I just remembered that when I saw Clint Eastwood's Gran Torino the other week that when I came out of the theater I was teary eyed. I was a bit panicked because it hit me that if I ran into someone that I hadn't seen in a while I'd be too ashamed to admit why I was crying.

Person: Zibbs, what are you doing here..wait....are you crying?

Me: Um. No..I mean......yeah.

Person: Ha. What movie are you coming from? Marley and Me*? Bride Wars? Don't tell me it was Bride Wars!

Me: I don't know you jackass. I was too concerned trying to revive my dad. He was an usher and he just died. He was in theater #5 right over there. I gotta go. I gotta tell my mom.

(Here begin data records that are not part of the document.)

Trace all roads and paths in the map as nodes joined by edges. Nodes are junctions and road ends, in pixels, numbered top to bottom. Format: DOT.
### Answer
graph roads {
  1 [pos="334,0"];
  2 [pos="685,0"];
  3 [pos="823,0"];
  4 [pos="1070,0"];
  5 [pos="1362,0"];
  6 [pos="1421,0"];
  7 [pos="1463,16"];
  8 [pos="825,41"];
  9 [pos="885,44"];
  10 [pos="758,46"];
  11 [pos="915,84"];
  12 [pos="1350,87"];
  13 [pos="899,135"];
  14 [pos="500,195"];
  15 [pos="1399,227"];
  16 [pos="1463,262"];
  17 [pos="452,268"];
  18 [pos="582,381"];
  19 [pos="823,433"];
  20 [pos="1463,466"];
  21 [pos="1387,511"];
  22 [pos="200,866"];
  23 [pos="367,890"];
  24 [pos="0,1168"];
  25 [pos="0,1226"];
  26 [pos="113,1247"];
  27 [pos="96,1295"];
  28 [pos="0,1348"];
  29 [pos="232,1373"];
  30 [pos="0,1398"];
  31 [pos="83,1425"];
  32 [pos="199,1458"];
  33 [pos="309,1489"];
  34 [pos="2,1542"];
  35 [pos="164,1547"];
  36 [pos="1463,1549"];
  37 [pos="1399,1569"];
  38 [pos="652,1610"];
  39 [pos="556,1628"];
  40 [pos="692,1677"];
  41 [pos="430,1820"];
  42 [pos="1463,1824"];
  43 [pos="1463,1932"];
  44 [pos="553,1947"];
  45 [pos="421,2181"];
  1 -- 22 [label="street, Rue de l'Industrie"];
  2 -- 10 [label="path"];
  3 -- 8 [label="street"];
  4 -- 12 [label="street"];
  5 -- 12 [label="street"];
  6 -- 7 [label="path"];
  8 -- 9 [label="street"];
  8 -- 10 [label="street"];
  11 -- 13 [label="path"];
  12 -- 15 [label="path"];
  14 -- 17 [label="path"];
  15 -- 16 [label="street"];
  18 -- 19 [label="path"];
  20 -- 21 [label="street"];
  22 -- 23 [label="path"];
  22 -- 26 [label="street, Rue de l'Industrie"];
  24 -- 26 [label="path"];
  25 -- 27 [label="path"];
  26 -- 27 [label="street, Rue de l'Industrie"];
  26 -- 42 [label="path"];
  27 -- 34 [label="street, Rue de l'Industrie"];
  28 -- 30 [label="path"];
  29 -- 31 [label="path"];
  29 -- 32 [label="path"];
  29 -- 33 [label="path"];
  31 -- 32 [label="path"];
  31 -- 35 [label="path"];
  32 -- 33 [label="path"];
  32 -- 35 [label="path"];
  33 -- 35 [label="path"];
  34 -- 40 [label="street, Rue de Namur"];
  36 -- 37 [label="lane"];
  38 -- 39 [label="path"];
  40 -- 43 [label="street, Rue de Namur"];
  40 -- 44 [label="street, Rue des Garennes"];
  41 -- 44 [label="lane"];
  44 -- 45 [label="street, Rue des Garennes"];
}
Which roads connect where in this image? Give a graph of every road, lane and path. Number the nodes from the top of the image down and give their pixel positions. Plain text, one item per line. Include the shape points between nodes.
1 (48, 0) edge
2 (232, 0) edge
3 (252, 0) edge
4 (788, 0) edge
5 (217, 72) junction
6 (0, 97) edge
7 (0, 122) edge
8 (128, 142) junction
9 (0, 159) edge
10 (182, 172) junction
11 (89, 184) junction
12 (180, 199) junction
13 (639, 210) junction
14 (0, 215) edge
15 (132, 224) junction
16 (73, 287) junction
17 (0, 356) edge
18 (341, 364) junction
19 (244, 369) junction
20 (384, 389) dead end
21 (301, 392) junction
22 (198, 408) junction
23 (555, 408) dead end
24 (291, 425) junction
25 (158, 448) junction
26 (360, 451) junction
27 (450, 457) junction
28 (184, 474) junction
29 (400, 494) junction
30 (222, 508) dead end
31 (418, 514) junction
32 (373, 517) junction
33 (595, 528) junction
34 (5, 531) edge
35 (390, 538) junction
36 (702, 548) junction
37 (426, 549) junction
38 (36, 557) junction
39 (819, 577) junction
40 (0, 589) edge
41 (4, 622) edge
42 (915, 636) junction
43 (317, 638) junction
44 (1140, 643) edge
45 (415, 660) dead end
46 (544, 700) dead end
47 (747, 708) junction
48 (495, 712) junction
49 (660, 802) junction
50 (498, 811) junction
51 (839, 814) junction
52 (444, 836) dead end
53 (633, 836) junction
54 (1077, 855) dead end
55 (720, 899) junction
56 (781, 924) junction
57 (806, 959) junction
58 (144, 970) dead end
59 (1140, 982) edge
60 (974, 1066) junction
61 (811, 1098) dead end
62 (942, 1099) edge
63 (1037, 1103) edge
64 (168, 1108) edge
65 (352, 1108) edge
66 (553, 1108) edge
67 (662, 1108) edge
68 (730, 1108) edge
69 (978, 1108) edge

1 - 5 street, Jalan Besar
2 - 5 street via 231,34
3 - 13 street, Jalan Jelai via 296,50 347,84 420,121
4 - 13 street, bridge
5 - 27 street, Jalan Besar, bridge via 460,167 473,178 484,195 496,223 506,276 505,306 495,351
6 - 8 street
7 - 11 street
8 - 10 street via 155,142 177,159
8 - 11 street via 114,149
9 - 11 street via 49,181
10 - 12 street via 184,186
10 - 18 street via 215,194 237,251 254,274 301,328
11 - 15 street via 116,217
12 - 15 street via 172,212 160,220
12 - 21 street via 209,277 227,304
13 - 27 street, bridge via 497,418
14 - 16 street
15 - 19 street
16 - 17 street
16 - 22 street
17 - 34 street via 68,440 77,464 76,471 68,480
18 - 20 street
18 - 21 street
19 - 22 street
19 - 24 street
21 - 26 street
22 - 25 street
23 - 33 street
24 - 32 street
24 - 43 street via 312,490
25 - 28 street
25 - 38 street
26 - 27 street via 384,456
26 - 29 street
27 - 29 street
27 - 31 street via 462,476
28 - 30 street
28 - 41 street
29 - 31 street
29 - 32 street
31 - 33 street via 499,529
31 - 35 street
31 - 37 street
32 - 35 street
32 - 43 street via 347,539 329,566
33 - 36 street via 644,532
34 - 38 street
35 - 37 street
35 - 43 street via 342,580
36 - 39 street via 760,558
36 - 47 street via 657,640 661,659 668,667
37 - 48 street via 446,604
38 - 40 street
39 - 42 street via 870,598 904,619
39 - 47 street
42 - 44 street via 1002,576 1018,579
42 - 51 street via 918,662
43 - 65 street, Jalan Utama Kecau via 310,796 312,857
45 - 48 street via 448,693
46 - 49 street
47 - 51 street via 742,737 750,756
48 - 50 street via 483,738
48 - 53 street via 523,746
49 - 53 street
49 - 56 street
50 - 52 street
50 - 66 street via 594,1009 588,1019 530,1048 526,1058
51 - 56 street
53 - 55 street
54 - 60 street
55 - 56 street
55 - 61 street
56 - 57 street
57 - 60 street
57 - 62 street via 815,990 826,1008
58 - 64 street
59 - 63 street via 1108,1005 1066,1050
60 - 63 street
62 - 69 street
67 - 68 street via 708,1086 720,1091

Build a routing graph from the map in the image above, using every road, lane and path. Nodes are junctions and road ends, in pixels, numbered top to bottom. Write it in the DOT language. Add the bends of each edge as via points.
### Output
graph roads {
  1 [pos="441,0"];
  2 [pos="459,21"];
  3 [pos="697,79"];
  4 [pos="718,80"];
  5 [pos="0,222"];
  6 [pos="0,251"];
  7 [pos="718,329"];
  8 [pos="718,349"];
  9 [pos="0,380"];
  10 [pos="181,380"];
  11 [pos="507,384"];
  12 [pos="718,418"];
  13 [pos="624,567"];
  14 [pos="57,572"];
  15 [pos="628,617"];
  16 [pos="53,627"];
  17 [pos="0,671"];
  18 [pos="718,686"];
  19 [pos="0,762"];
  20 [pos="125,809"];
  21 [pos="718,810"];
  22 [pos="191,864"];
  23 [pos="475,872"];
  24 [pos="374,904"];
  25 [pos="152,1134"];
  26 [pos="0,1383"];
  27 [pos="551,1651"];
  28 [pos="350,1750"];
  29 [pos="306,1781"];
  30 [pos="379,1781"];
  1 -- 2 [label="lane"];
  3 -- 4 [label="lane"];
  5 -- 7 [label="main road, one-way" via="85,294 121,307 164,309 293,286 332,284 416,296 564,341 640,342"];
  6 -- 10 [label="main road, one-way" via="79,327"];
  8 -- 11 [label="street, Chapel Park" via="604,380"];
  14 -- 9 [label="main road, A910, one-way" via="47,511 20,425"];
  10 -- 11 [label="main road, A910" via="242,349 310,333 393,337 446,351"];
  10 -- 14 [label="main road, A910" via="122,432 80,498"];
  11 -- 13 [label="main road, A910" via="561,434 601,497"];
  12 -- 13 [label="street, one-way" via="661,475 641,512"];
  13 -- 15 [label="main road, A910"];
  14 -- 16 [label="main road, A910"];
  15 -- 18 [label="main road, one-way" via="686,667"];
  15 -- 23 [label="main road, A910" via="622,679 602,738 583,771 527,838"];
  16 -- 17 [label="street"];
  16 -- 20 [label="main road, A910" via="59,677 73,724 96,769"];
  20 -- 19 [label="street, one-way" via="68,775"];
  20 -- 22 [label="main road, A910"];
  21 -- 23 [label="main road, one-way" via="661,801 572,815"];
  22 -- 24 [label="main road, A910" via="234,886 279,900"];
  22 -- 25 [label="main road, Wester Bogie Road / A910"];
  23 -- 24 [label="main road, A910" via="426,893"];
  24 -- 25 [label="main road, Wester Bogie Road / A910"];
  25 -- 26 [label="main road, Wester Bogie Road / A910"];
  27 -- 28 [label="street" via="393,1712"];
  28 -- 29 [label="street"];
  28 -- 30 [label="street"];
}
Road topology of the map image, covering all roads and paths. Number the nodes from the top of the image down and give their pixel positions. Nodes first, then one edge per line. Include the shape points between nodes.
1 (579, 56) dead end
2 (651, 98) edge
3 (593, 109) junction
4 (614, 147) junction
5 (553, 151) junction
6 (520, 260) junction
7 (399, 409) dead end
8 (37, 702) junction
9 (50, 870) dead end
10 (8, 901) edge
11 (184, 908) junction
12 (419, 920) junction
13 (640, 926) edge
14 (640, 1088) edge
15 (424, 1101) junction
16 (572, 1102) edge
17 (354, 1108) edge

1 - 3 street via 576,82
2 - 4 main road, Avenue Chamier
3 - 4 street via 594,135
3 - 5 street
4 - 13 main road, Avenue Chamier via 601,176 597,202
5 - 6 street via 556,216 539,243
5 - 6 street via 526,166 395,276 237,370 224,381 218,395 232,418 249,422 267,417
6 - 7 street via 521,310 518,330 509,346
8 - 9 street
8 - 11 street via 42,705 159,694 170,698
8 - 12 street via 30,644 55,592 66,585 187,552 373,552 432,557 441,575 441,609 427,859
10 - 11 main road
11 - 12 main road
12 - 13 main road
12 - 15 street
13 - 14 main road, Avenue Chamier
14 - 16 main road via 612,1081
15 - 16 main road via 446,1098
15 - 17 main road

So the money making scheme that I mentioned in the title of the post is waiting outside of theaters and photographing people then telling them I want $20 or their cry baby face will be plastered all over the world wide web of the Internets. Does anyone want to get in on the ground floor of this sure fire business? If so, let me know how much seed money you're willing to front.

*And if you want to see a post I wrote about the filming of Marley and Me right here in downtown West Chester, PA -click here. I haven't seen the movie but the West Chester scenes are at the beginning when it's snowing then later when they go to the vet.

17 comments:

Just Dave said...

One suggestion - buy health insurance with emergency room covergae before starting operations. Just sayin'.

Anonymous said...

That Bizarro guy was right - you do care an awful lot about what people think of you.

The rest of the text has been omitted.